Rue de Rosiers

Rue de Rosiers
What a life...

Friday, October 15, 2010

Berlin III

We're flying home now, somewhere over way Northern Canada, and I'm typing this with one hand because British Airways has seen fit to squeeze so many seats into coach that I can't get my iPad far enough away from me to use the other hand. I've got a few other comments about BA, but I'll save them for another post.

A little about Berlin architecture... I'm almost embarrassed to say this, but Craig and I took a morning to look at a rather small niche of architecture: industrial architecture. Yes, that would be factory buildings. It turns out that an interesting (I use the word advisedly, understanding that most people would not use that word to describe this) shift in how factory buildings are designed and built occurred in Berlin in the early 1900s. Here's a picture of a factory building designed and constructed in Berlin around 1905:


It really doesn't look much like a factory, does it? It could be a school, an office building or even an apartment. (In fact, I think it has been converted to a school.) At the time the only style of industrial architecture was this. Its motto could have been: "Make a factory look like anything but a factory."

In 1909, Peter Behrens designed the first factory that shouted: "I'm a factory!" It's also in Berlin, a 10-minute S-bahn ride away from the building shown above. Here's the facade of that building:


And one side wall:

Now this building loudly proclaims its purpose. By designing a factory building to be a factory, Behrens was able to focus on making it a much more efficient building. Steel structure meant he could incorporate glass walls. Glass walls meant lots of light. The steel structure also meant that interior walls bore no weight, so the interior configuration could easily be changed. This design was revolutionary, and much of today's industrial architecture follows it. Seeing this revolution in the space of an hour fascinated me. This building is still in use, as a factory, by a successor of the company that commissioned Behrens to design it. Fortunately, Craig was as interested as I was, and, as always, proved a knowledgable guide.

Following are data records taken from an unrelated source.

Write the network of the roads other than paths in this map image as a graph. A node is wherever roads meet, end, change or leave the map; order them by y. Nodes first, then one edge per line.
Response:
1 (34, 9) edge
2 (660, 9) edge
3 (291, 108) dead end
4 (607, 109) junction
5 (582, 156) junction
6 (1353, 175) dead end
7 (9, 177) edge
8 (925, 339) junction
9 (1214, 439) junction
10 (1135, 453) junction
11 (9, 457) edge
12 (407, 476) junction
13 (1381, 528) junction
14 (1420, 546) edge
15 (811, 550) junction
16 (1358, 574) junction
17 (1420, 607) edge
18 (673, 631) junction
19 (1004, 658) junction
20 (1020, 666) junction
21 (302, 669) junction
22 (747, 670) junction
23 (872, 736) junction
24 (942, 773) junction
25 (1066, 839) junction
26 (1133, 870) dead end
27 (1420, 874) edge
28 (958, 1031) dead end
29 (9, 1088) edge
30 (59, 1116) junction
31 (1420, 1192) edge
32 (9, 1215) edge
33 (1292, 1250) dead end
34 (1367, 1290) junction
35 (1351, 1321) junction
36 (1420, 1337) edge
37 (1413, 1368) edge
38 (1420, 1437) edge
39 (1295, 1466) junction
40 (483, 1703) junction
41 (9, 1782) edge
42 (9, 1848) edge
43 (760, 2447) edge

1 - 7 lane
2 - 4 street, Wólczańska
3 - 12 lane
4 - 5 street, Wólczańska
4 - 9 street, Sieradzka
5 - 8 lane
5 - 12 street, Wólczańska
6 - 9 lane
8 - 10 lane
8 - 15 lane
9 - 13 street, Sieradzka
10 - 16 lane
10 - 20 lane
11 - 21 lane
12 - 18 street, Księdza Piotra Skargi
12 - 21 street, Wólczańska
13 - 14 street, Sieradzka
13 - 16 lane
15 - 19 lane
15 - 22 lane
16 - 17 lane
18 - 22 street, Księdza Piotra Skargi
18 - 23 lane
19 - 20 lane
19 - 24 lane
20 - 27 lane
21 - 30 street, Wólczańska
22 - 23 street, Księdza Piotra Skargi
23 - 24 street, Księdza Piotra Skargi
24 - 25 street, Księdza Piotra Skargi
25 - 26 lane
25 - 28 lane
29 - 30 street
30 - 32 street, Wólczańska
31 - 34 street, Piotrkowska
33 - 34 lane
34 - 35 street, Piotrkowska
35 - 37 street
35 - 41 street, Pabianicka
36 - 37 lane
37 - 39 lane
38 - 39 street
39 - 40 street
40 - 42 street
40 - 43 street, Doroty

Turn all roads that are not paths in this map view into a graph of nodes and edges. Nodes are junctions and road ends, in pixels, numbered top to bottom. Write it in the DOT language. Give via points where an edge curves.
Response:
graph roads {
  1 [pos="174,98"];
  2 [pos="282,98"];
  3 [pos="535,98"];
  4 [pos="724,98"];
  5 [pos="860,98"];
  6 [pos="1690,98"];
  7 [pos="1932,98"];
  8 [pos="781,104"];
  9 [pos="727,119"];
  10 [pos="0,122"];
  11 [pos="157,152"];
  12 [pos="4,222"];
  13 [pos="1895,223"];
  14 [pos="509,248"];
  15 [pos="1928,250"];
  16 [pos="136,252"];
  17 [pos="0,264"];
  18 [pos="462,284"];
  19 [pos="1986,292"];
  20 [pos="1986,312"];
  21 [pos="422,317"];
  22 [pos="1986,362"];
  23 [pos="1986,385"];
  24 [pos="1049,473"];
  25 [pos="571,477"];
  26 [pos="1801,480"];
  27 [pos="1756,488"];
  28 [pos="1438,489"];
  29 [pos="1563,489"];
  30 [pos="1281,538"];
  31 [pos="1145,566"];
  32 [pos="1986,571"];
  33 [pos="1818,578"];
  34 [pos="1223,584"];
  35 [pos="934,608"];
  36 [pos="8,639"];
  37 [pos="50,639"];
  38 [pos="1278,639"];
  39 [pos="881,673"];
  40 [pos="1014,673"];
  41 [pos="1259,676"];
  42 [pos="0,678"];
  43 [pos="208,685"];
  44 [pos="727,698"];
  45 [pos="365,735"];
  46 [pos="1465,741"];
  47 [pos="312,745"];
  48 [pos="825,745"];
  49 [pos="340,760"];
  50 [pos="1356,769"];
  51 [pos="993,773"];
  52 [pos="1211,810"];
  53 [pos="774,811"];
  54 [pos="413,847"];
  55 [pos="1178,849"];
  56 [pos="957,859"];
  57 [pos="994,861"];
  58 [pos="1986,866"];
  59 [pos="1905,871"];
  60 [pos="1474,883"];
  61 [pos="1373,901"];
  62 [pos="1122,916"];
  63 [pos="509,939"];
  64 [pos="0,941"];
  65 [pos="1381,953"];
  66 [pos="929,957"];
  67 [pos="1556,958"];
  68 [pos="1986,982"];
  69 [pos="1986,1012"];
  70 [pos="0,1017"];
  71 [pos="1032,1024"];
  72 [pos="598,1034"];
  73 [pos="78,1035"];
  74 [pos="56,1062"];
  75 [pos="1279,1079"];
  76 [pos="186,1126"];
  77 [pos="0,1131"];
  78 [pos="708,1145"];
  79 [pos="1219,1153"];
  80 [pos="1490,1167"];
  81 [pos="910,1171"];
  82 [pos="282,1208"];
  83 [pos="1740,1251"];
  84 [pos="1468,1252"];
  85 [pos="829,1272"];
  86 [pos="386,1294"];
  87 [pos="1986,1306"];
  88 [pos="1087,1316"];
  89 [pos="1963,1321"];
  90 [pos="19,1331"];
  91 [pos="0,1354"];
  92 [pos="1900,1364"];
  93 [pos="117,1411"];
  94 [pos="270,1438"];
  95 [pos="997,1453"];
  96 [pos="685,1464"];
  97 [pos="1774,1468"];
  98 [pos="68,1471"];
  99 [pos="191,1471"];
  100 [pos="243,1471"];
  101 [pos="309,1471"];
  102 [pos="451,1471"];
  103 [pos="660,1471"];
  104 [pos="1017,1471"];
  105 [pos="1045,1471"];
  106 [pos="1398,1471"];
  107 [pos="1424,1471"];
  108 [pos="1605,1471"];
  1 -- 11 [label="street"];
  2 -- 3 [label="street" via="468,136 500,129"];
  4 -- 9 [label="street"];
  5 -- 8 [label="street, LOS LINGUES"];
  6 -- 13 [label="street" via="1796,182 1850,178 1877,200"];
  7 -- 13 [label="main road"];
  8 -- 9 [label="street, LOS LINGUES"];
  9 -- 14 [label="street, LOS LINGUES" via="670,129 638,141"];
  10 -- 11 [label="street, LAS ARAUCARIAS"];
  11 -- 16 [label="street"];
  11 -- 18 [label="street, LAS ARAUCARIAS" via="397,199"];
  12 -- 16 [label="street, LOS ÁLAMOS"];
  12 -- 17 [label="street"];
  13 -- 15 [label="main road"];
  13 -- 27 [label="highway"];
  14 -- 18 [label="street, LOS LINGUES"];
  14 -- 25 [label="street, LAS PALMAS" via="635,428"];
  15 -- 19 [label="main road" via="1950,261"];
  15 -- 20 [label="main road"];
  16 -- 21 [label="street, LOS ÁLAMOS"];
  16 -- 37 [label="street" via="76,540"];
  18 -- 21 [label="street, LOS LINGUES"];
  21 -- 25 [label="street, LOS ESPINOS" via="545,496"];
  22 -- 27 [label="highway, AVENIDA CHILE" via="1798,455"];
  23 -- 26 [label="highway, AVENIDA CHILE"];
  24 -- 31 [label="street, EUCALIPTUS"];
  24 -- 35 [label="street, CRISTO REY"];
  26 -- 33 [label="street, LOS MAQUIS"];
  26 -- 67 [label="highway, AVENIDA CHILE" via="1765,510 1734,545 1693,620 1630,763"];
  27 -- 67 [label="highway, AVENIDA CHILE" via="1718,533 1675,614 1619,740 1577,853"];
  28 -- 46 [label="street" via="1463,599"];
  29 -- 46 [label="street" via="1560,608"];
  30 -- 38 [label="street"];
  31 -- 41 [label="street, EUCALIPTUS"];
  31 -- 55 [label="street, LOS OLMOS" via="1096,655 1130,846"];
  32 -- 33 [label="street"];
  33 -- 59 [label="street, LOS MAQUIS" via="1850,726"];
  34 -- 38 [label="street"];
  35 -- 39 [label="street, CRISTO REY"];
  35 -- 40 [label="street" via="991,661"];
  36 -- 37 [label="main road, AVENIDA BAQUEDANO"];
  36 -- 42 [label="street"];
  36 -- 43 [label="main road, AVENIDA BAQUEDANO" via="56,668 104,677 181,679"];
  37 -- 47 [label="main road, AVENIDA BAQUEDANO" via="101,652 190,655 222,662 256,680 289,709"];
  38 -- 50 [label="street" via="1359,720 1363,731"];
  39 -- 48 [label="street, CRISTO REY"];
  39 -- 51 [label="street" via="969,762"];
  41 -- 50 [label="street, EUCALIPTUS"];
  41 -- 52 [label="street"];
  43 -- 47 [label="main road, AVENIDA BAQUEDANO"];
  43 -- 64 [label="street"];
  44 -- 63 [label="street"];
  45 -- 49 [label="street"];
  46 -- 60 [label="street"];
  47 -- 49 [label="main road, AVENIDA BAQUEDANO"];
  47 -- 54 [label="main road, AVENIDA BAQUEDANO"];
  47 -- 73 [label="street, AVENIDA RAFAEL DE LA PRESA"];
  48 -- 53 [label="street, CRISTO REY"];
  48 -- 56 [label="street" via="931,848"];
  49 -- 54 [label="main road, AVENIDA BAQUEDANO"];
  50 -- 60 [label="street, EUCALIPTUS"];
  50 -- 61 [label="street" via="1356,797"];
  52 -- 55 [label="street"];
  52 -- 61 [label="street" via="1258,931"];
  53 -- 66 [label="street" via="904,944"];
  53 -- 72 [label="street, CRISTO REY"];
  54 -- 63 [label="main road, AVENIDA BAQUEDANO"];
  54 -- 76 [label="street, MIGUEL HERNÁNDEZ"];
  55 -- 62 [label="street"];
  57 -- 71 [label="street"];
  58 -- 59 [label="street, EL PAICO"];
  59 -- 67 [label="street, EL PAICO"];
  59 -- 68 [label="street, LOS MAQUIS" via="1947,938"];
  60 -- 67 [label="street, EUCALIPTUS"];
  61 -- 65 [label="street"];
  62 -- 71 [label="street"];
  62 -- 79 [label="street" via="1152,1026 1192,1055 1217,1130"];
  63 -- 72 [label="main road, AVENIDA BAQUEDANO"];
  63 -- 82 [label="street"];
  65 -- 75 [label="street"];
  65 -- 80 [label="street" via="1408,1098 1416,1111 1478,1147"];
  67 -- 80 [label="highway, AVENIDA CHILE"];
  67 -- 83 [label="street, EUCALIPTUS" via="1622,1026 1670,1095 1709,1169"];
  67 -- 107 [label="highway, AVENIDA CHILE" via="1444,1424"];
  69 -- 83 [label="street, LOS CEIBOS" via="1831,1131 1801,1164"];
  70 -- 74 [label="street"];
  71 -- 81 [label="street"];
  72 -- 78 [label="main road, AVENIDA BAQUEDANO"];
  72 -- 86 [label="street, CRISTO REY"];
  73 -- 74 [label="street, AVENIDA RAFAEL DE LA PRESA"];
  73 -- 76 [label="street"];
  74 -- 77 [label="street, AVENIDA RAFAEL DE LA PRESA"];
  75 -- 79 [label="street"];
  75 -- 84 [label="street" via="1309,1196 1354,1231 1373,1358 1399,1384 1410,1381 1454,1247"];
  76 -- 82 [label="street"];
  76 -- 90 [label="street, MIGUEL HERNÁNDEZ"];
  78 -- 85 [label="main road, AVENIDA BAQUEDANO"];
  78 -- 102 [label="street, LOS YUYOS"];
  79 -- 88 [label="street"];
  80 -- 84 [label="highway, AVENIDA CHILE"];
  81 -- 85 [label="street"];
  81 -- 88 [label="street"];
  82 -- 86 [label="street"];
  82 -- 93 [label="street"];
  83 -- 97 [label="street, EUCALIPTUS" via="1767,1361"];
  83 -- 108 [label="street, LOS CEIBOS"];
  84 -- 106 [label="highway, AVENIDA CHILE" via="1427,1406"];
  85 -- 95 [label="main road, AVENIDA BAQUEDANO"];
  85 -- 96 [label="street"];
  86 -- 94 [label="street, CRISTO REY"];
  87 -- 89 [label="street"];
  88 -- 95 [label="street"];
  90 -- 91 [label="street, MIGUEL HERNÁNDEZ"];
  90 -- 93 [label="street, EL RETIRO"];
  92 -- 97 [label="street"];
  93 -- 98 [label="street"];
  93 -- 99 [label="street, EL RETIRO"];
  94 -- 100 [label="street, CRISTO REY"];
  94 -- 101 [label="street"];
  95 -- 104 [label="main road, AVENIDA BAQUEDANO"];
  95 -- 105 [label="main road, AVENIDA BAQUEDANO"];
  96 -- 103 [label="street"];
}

A couple days later, Laurie and I followed that same guide down Karl Marx Allee. We'd seen a bit of this street two years ago on our first Berlin visit, and I really wanted to see it in greater detail. Again, architecture brought us to this place.

Post-World War II, all of Berlin was in ruins (some neighborhoods had 70% of their buildings completely destroyed). Housing had to be built quickly. In 1950, the Soviet-run government of East Germany started building apartments, and building them quickly, and at the same time, decided to make Stalin-Allee (later renamed Karl Marx Allee) a showplace. A two mile stretch of the Allee was designed to be a showplace of Soviet architecture and living. The first buildings were assigned to Hermann Henselmann who was a great fan of what was known as "wedding cake" architecture. Here is the first building designed by Henselmann and built at the start of Stalin-Allee:


Some later buildings on the Allee:


The style was named for the wedding-cake-like decorations on the top and sides. Joe Stalin loved this building style, and it became common in many Iron Curtain cities.

Two things ended its popularity. First, it was more expensive and took longer to build, and time and money were in short supply. Secondly, Stalin died, and was quickly shown to have been a murderous (to say the least) dictator and went quickly out of favor. By 1955, East Germany was throwing up the apartment buildings for which it was known: ugly, primitive, and shoddy. But the wedding-cake buildings of Stalin/Karl Marx Allee remain; restored and modernized, they are prime residential locations now. I, for one, love them.